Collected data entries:
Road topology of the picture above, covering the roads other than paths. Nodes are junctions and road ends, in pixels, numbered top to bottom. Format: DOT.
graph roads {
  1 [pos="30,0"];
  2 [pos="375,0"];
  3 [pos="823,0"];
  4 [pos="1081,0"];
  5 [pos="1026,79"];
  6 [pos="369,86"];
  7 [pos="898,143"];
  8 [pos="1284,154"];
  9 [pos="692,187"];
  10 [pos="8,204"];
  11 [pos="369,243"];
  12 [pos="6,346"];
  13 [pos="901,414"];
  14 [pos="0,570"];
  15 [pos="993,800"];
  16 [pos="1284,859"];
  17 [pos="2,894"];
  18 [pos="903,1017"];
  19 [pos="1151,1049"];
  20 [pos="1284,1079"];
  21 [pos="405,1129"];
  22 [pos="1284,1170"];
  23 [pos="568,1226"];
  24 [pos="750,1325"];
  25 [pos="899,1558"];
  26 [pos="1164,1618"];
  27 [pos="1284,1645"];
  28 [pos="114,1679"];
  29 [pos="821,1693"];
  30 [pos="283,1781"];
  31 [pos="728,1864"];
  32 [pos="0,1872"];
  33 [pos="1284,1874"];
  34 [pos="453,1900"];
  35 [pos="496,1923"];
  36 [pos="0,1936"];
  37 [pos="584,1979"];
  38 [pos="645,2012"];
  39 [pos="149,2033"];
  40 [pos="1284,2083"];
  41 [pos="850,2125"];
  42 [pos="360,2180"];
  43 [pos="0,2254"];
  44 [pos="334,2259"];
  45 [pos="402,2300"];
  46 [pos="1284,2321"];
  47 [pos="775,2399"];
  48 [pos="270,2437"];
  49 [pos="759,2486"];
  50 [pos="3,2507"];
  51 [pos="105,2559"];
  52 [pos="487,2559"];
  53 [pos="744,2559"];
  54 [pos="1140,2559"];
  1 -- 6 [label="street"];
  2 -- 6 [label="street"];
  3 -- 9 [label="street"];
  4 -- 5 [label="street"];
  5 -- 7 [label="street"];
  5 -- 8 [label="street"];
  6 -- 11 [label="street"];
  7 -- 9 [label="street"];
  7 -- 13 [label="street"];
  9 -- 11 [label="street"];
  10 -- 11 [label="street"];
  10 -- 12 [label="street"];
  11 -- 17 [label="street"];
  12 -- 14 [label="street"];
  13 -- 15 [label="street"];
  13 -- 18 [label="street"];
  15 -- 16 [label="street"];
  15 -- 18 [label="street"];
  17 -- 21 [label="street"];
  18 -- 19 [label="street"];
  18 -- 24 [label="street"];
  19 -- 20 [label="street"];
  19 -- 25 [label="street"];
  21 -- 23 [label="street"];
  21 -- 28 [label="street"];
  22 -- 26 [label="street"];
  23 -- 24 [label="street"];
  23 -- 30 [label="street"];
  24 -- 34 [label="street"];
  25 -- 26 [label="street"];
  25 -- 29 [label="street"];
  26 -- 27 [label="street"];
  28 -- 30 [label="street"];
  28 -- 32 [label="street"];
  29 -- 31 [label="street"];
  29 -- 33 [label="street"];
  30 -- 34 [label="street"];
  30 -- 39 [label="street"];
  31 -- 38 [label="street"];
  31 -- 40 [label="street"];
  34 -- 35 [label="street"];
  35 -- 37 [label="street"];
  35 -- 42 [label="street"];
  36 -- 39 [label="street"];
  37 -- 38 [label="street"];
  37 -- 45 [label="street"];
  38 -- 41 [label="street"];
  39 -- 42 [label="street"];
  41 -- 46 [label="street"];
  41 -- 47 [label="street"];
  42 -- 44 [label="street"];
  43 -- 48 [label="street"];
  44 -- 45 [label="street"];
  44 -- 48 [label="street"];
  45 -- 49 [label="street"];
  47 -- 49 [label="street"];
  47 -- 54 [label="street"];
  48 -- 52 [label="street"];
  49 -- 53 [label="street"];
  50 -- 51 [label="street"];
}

INSTRUCTIONS FOR THE TASK: An exact copy of every entry above is the expected answer.

SOLVED EXERCISE:
Road topology of the picture above, covering the roads other than paths. Nodes are junctions and road ends, in pixels, numbered top to bottom. Format: DOT.
graph roads {
  1 [pos="30,0"];
  2 [pos="375,0"];
  3 [pos="823,0"];
  4 [pos="1081,0"];
  5 [pos="1026,79"];
  6 [pos="369,86"];
  7 [pos="898,143"];
  8 [pos="1284,154"];
  9 [pos="692,187"];
  10 [pos="8,204"];
  11 [pos="369,243"];
  12 [pos="6,346"];
  13 [pos="901,414"];
  14 [pos="0,570"];
  15 [pos="993,800"];
  16 [pos="1284,859"];
  17 [pos="2,894"];
  18 [pos="903,1017"];
  19 [pos="1151,1049"];
  20 [pos="1284,1079"];
  21 [pos="405,1129"];
  22 [pos="1284,1170"];
  23 [pos="568,1226"];
  24 [pos="750,1325"];
  25 [pos="899,1558"];
  26 [pos="1164,1618"];
  27 [pos="1284,1645"];
  28 [pos="114,1679"];
  29 [pos="821,1693"];
  30 [pos="283,1781"];
  31 [pos="728,1864"];
  32 [pos="0,1872"];
  33 [pos="1284,1874"];
  34 [pos="453,1900"];
  35 [pos="496,1923"];
  36 [pos="0,1936"];
  37 [pos="584,1979"];
  38 [pos="645,2012"];
  39 [pos="149,2033"];
  40 [pos="1284,2083"];
  41 [pos="850,2125"];
  42 [pos="360,2180"];
  43 [pos="0,2254"];
  44 [pos="334,2259"];
  45 [pos="402,2300"];
  46 [pos="1284,2321"];
  47 [pos="775,2399"];
  48 [pos="270,2437"];
  49 [pos="759,2486"];
  50 [pos="3,2507"];
  51 [pos="105,2559"];
  52 [pos="487,2559"];
  53 [pos="744,2559"];
  54 [pos="1140,2559"];
  1 -- 6 [label="street"];
  2 -- 6 [label="street"];
  3 -- 9 [label="street"];
  4 -- 5 [label="street"];
  5 -- 7 [label="street"];
  5 -- 8 [label="street"];
  6 -- 11 [label="street"];
  7 -- 9 [label="street"];
  7 -- 13 [label="street"];
  9 -- 11 [label="street"];
  10 -- 11 [label="street"];
  10 -- 12 [label="street"];
  11 -- 17 [label="street"];
  12 -- 14 [label="street"];
  13 -- 15 [label="street"];
  13 -- 18 [label="street"];
  15 -- 16 [label="street"];
  15 -- 18 [label="street"];
  17 -- 21 [label="street"];
  18 -- 19 [label="street"];
  18 -- 24 [label="street"];
  19 -- 20 [label="street"];
  19 -- 25 [label="street"];
  21 -- 23 [label="street"];
  21 -- 28 [label="street"];
  22 -- 26 [label="street"];
  23 -- 24 [label="street"];
  23 -- 30 [label="street"];
  24 -- 34 [label="street"];
  25 -- 26 [label="street"];
  25 -- 29 [label="street"];
  26 -- 27 [label="street"];
  28 -- 30 [label="street"];
  28 -- 32 [label="street"];
  29 -- 31 [label="street"];
  29 -- 33 [label="street"];
  30 -- 34 [label="street"];
  30 -- 39 [label="street"];
  31 -- 38 [label="street"];
  31 -- 40 [label="street"];
  34 -- 35 [label="street"];
  35 -- 37 [label="street"];
  35 -- 42 [label="street"];
  36 -- 39 [label="street"];
  37 -- 38 [label="street"];
  37 -- 45 [label="street"];
  38 -- 41 [label="street"];
  39 -- 42 [label="street"];
  41 -- 46 [label="street"];
  41 -- 47 [label="street"];
  42 -- 44 [label="street"];
  43 -- 48 [label="street"];
  44 -- 45 [label="street"];
  44 -- 48 [label="street"];
  45 -- 49 [label="street"];
  47 -- 49 [label="street"];
  47 -- 54 [label="street"];
  48 -- 52 [label="street"];
  49 -- 53 [label="street"];
  50 -- 51 [label="street"];
}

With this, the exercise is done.